It is understood that the EAC Secretariat signed the contentious contract without the involvement of key stakeholders.

“We just found out that the contract has been signed,” Mr Rotich told The EastAfrican.

“The IT solution is in the final stage of procurement... The main issue was how the procurement was done. Kenya looked at the process and felt that there was some work that needed to be done before we select the vendor of the IT solution but the other members decided they would move forward with the person identified so Kenya stepped back,” said Paul Muthaura, acting chief executive of Kenya’s Capital Markets Authority.

“We have written to the EAC Secretariat expressing our concerns and we are still waiting for the feedback,” said Geoffrey Odundo, NSE chief executive.

The integration of the region’s capital markets is in line with the provisions of the EAC Common Market Protocol, which provides for free movement of capital in the region.

The software was to link the trading platforms of the NSE, Uganda Securities Exchange (USE), Dar es Salaam Securities Exchange (DSE) and Rwanda Stock Exchange (RSE) so that they run as a single market in real time.

The connection would allow investors to buy and sell shares of companies located in different EAC countries without necessarily going through different brokers.

It would also reduce the time it takes to trade in cross-listed shares from more than 30 days to as low as three days, according to market analysts.

Latest data from the stock markets shows that the NSE controls huge investor wealth, with a market capitalisation of $22.86 billion, followed by Tanzania ($11.08 billion), Uganda ($7.85 billion) and Rwanda ($4.14 billion).

People privy to the details of the tender documents say that while the Council of the Finance Ministers approved the contract based on the terms of reference, which split the project into three components, the World Bank—the key financier of the project — collapsed them into one.

It is feared that the action by the Bank may have locked out some bidders.

The project involves acquisition and installation of an information technology platform, the Smart Order Routing System, linking the clearing and settlements systems of securities trade among the EAC member states.

It is part of a wider World Bank-funded EAC Financial Sector Development and Regionalisation Project 1 (EAC-FSDRP1), which seeks to support the establishment of a single financial market among the EAC member states.

Initial phase

The EAC-FSDRP1 was initiated in 2011 by the EAC Secretariat in collaboration with the World Bank and runs through two back-to-back projects over a nine-year period.

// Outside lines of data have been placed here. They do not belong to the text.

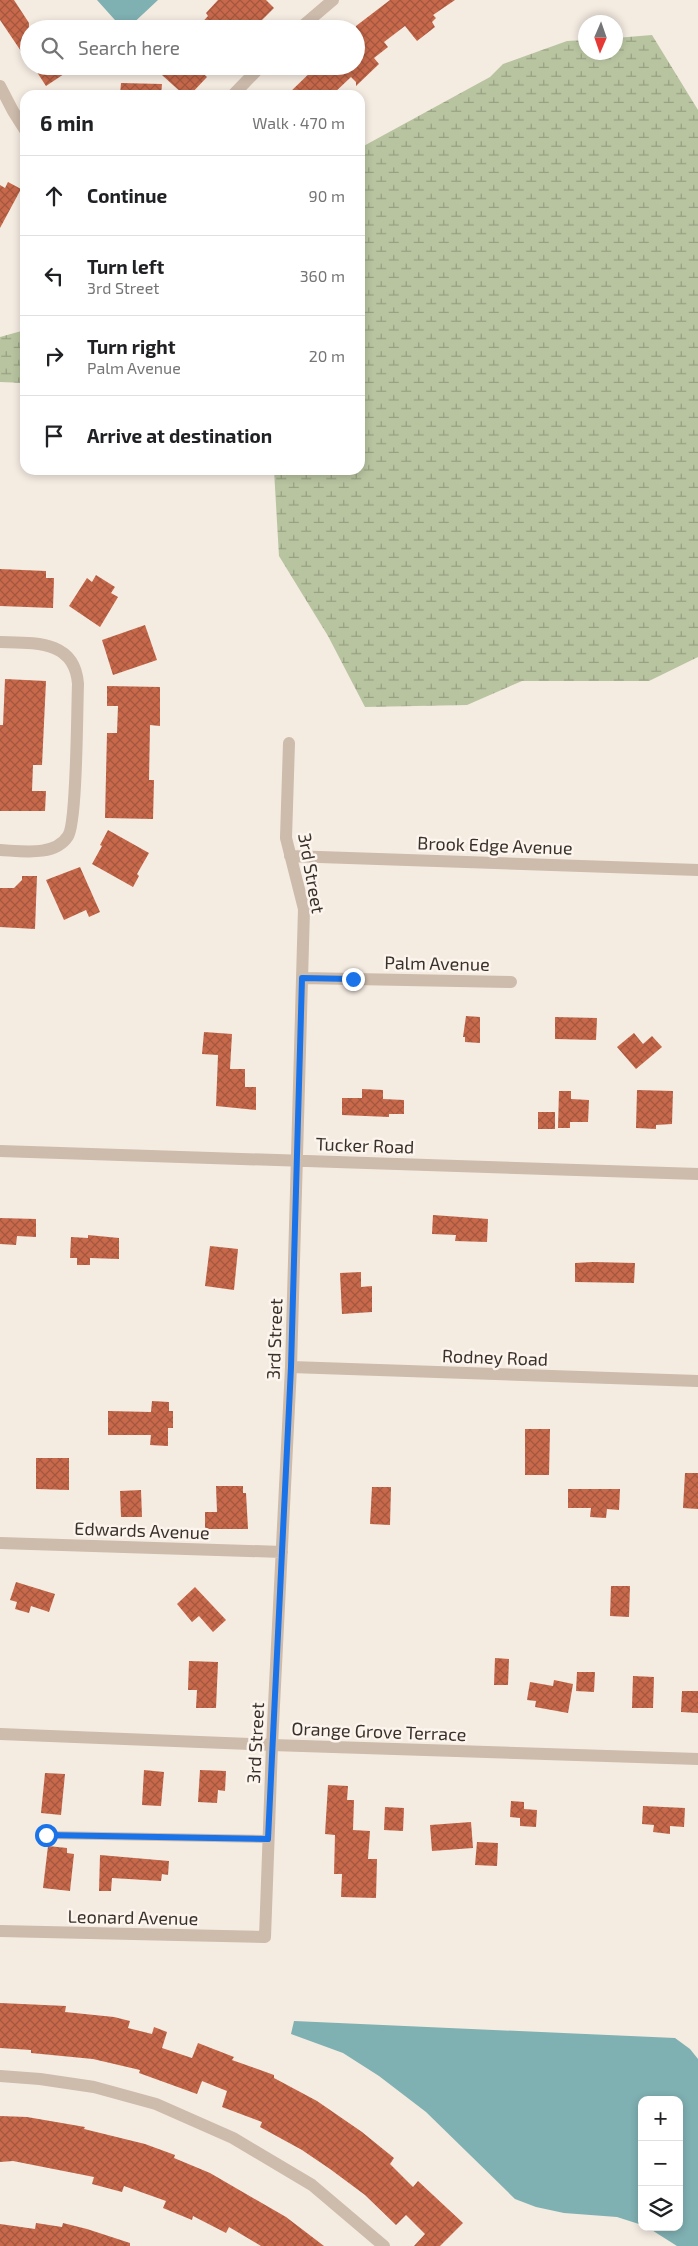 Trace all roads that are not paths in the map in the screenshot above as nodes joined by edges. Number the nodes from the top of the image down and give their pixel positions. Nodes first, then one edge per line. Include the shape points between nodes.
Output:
1 (333, 0) edge
2 (310, 20) edge
3 (252, 75) edge
4 (0, 86) edge
5 (238, 90) edge
6 (20, 123) edge
7 (0, 642) edge
8 (290, 743) dead end
9 (0, 850) edge
10 (290, 856) junction
11 (698, 870) edge
12 (302, 978) junction
13 (511, 982) dead end
14 (0, 1151) edge
15 (297, 1161) junction
16 (698, 1174) edge
17 (291, 1367) junction
18 (698, 1381) edge
19 (0, 1543) edge
20 (282, 1552) junction
21 (0, 1734) edge
22 (272, 1745) junction
23 (698, 1759) edge
24 (46, 1835) dead end
25 (268, 1839) junction
26 (0, 1931) edge
27 (265, 1937) joint
28 (0, 2076) edge
29 (384, 2246) edge

1 - 2 street
3 - 5 street
4 - 6 street
7 - 9 street via 35,643 57,648 72,660 78,684 73,813 68,836 58,845 46,849
8 - 10 street, 3rd Street via 286,838
10 - 11 street, Brook Edge Avenue
10 - 12 street, 3rd Street via 304,909
12 - 13 street, Palm Avenue
12 - 15 street, 3rd Street
14 - 15 street, Tucker Road
15 - 16 street, Tucker Road
15 - 17 street, 3rd Street
17 - 18 street, Rodney Road
17 - 20 street, 3rd Street
19 - 20 street, Edwards Avenue
20 - 22 street, 3rd Street
21 - 22 street, Orange Grove Terrace
22 - 23 street, Orange Grove Terrace
22 - 25 street, 3rd Street
24 - 25 lane
25 - 27 street, 3rd Street
26 - 27 street, Leonard Avenue
28 - 29 street via 94,2087 156,2104 233,2138 312,2185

The initial phase covers 2011 to 2014 and the second phase 2014 to 2019.

The first phase, which is funded by a World Bank grant of $16 million, is set to be completed by June 30 due to a delay in its implementation plan, implying the  second phase will begin in the next financial year (2015/2016).

According to sources the technical working groups of the capital markets and the Insurance and Pension Committee of the EAC resolved  that the  tender be cancelled  to pave the way for  further consultations, but their  decision was overruled by the Council.

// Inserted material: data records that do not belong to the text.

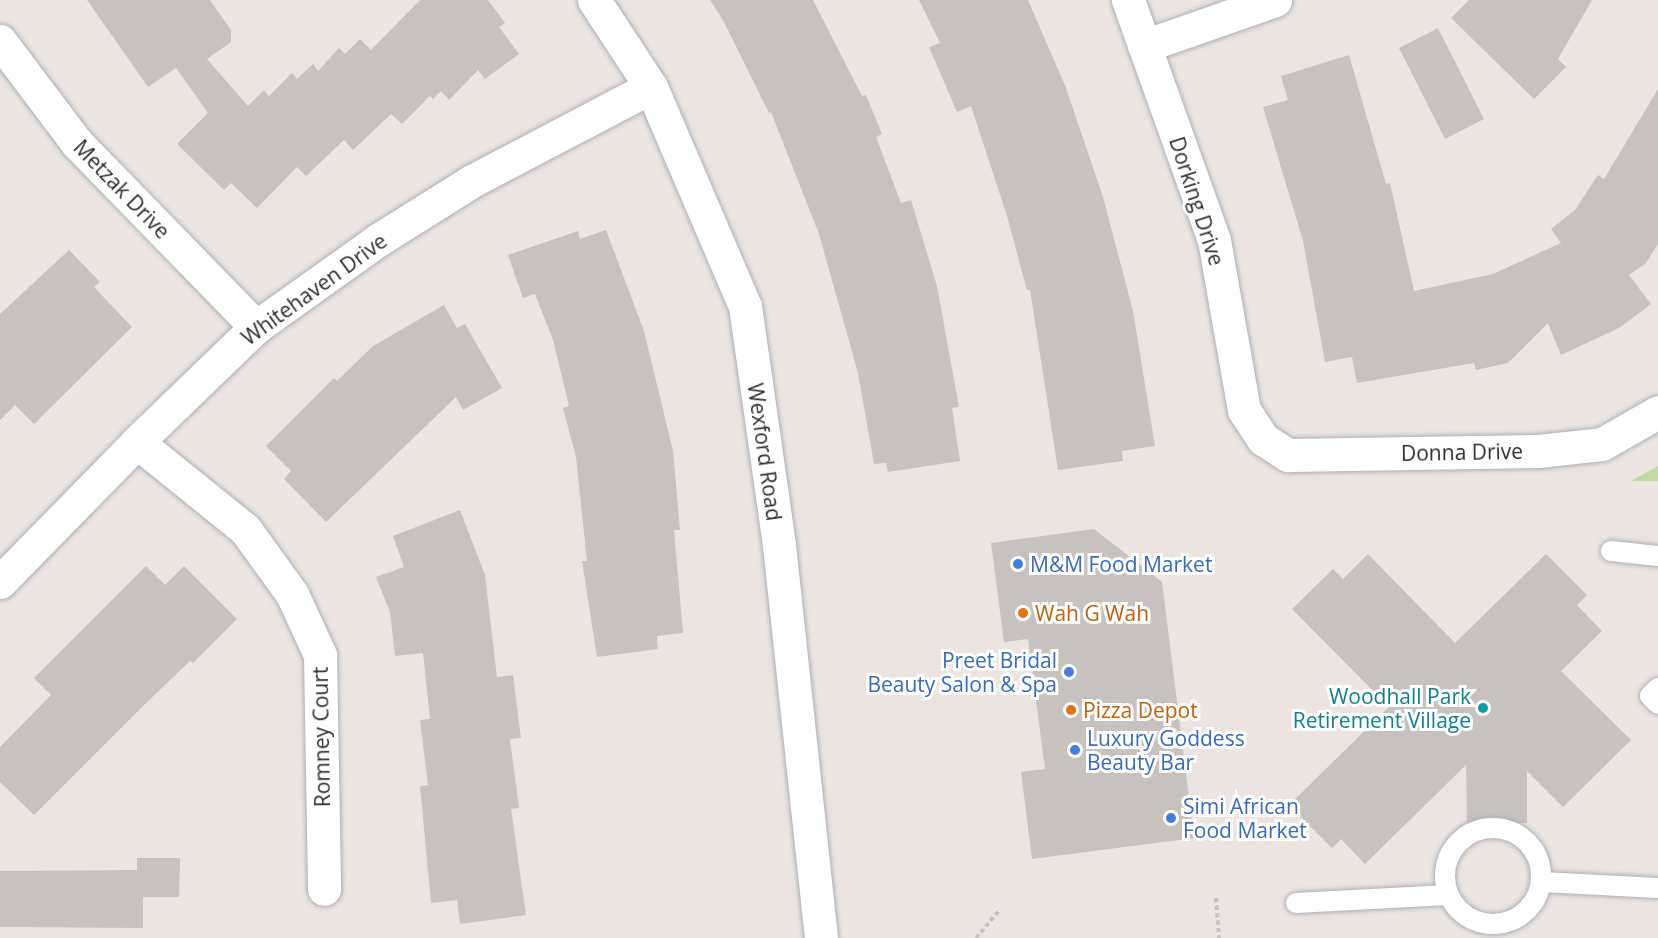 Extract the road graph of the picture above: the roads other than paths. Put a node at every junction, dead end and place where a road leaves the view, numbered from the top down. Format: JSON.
{"nodes":[{"id":1,"x":594,"y":0,"type":"edge"},
{"id":2,"x":1128,"y":0,"type":"edge"},
{"id":3,"x":1275,"y":0,"type":"edge"},
{"id":4,"x":0,"y":41,"type":"edge"},
{"id":5,"x":1144,"y":46,"type":"junction"},
{"id":6,"x":651,"y":87,"type":"junction"},
{"id":7,"x":256,"y":327,"type":"junction"},
{"id":8,"x":1658,"y":412,"type":"edge"},
{"id":9,"x":1263,"y":439,"type":"joint"},
{"id":10,"x":137,"y":442,"type":"junction"},
{"id":11,"x":1611,"y":551,"type":"dead end"},
{"id":12,"x":1658,"y":556,"type":"edge"},
{"id":13,"x":0,"y":582,"type":"edge"},
{"id":14,"x":1658,"y":688,"type":"edge"},
{"id":15,"x":1658,"y":704,"type":"edge"},
{"id":16,"x":1542,"y":882,"type":"junction"},
{"id":17,"x":1658,"y":888,"type":"edge"},
{"id":18,"x":324,"y":889,"type":"dead end"},
{"id":19,"x":1448,"y":894,"type":"junction"},
{"id":20,"x":1296,"y":903,"type":"dead end"},
{"id":21,"x":821,"y":938,"type":"edge"}],
"edges":[{"from":1,"to":6,"type":"street","name":"Wexford Road"},
{"from":2,"to":5,"type":"street","name":"Dorking Drive"},
{"from":3,"to":5,"type":"street"},
{"from":4,"to":7,"type":"street","name":"Metzak Drive"},
{"from":5,"to":9,"type":"street","name":"Dorking Drive"},
{"from":6,"to":7,"type":"street","name":"Whitehaven Drive"},
{"from":6,"to":21,"type":"street","name":"Wexford Road"},
{"from":7,"to":10,"type":"street","name":"Whitehaven Drive"},
{"from":8,"to":9,"type":"street","name":"Donna Drive"},
{"from":10,"to":13,"type":"street","name":"Whitehaven Drive"},
{"from":10,"to":18,"type":"street","name":"Romney Court"},
{"from":11,"to":12,"type":"lane"},
{"from":14,"to":15,"type":"lane"},
{"from":16,"to":17,"type":"lane"},
{"from":16,"to":19,"type":"lane"},
{"from":16,"to":19,"type":"lane"},
{"from":19,"to":20,"type":"lane"}]}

When contacted, the World Bank said the procurement process was entirely managed by the EAC Secretariat and its role was purely advisory.

“Procurement under this project was managed entirely by a team at the EAC Secretariat in consultation with the five partner states. The World Bank Group’s role in the process was primarily advisory and to ensure that the process was in full compliance with the World Bank Group’s procurement guidelines,” said Peter Warutere, senior communications officer, at the Bank’s Kenya office.

The EAC Secretariat had not responded to our enquiries by the time of going to the press.